Der Hass von muslimischen Zuwanderern gegenüber Israel und Juden soll offenbar nicht mehr toleriert werden. Man fordert seitens der Union konsequente Abschiebungen ein.

Von Michael Steiner auf Contra Magazin

Am 27. Januar ist der Holocaust-Gedenktag.
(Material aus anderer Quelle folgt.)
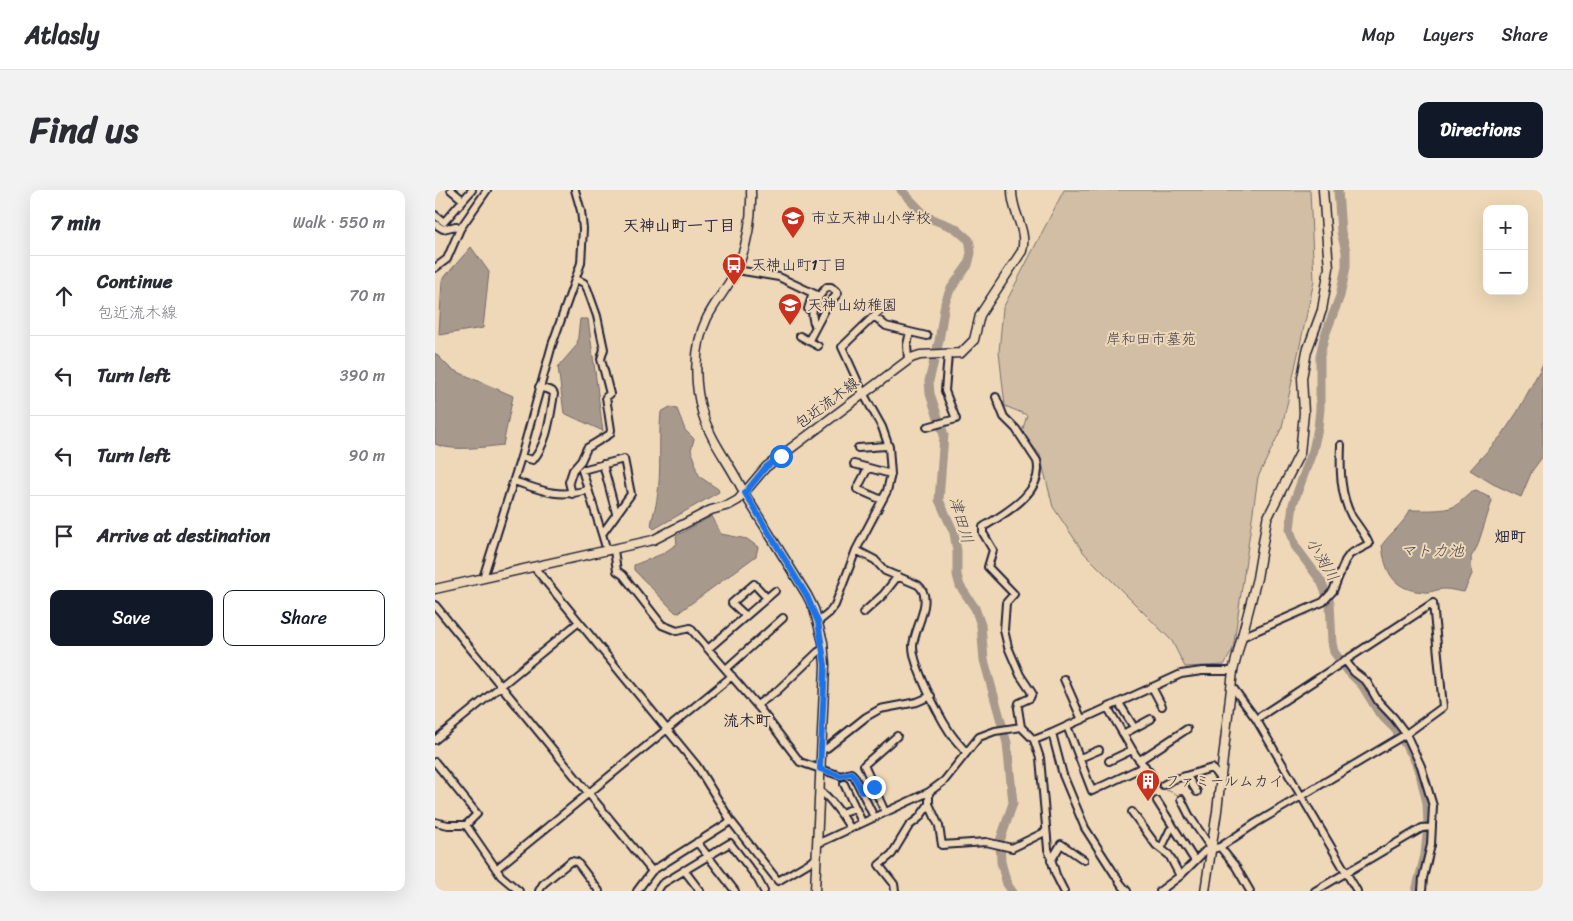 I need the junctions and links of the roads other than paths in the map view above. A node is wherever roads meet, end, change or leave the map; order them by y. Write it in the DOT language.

CDU und CSU wollen anlässlich dessen einen Antrag im Bundestag einbringen, der sich der Bekämpfung von Antisemitismus in Deutschland widmet. «Wer jüdisches Leben in Deutschland ablehnt oder das Existenzrecht Israels infrage stellt, kann keinen Platz in unserem Land haben», so heißt es laut der «Welt» in dem Entwurf.

Demnach soll der Bundestag die Bundesregierung dazu auffordern, «gegenüber den Ländern darauf hinzuwirken, dass die Möglichkeiten des Paragraphen 54 Absatz 1 Nr. 5 Aufenthaltsgesetz konsequent genutzt werden, um Ausländer des Landes zu verweisen, die zu antisemitischem Hass aufrufen». So soll der Bundestag «den Aufruf zum Hass gegen Teile der Bevölkerung künftig als deutlich gravierender» einstufen und ihm «durch die Einstufung dieser Verhaltensweise als besonders schwerwiegendes Ausweisungsinteresse entgegenzutreten».

Nun stellt sich die Frage, welche Fraktion schlussendlich in der deutschen Politik die Oberhand gewinnt: Jene, die faktisch Zuwanderung um jeden Preis haben möchte, oder jene, die den Staat Israel quasi als 17. Bundesland der Bundesrepublik betrachten und der jüdischen Minderheit in Deutschland aus historischen Gründen einen besonderen Schutzstatus zuweisen.